[Collected data]
-- Opening Marker --

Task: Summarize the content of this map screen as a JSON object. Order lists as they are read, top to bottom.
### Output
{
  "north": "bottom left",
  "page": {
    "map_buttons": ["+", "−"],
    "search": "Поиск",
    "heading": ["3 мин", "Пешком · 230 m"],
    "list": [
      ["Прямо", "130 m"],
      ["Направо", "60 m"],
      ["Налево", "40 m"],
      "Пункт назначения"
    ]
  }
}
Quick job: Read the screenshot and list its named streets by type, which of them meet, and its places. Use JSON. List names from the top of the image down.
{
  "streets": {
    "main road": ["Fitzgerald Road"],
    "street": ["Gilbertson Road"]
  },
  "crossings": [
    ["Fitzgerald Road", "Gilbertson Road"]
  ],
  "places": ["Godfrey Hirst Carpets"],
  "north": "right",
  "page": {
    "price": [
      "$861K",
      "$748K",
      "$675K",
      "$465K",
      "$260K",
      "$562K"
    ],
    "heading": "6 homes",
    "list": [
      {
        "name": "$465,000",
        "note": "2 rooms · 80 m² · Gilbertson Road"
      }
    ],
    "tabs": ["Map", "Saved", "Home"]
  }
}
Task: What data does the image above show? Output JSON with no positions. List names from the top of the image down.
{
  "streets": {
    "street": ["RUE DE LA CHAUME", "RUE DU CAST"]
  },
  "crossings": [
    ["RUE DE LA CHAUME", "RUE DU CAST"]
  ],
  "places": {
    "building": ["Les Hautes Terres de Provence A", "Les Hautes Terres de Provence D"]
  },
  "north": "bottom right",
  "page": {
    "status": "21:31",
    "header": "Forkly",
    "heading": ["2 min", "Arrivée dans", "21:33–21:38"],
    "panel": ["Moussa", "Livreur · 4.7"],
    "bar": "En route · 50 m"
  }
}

-- Closing Marker --

-- Task goal --
Make a precise copy of the records in their entirety.

-- Response to the task --
Task: Summarize the content of this map screen as a JSON object. Order lists as they are read, top to bottom.
### Output
{
  "north": "bottom left",
  "page": {
    "map_buttons": ["+", "−"],
    "search": "Поиск",
    "heading": ["3 мин", "Пешком · 230 m"],
    "list": [
      ["Прямо", "130 m"],
      ["Направо", "60 m"],
      ["Налево", "40 m"],
      "Пункт назначения"
    ]
  }
}
Quick job: Read the screenshot and list its named streets by type, which of them meet, and its places. Use JSON. List names from the top of the image down.
{
  "streets": {
    "main road": ["Fitzgerald Road"],
    "street": ["Gilbertson Road"]
  },
  "crossings": [
    ["Fitzgerald Road", "Gilbertson Road"]
  ],
  "places": ["Godfrey Hirst Carpets"],
  "north": "right",
  "page": {
    "price": [
      "$861K",
      "$748K",
      "$675K",
      "$465K",
      "$260K",
      "$562K"
    ],
    "heading": "6 homes",
    "list": [
      {
        "name": "$465,000",
        "note": "2 rooms · 80 m² · Gilbertson Road"
      }
    ],
    "tabs": ["Map", "Saved", "Home"]
  }
}
Task: What data does the image above show? Output JSON with no positions. List names from the top of the image down.
{
  "streets": {
    "street": ["RUE DE LA CHAUME", "RUE DU CAST"]
  },
  "crossings": [
    ["RUE DE LA CHAUME", "RUE DU CAST"]
  ],
  "places": {
    "building": ["Les Hautes Terres de Provence A", "Les Hautes Terres de Provence D"]
  },
  "north": "bottom right",
  "page": {
    "status": "21:31",
    "header": "Forkly",
    "heading": ["2 min", "Arrivée dans", "21:33–21:38"],
    "panel": ["Moussa", "Livreur · 4.7"],
    "bar": "En route · 50 m"
  }
}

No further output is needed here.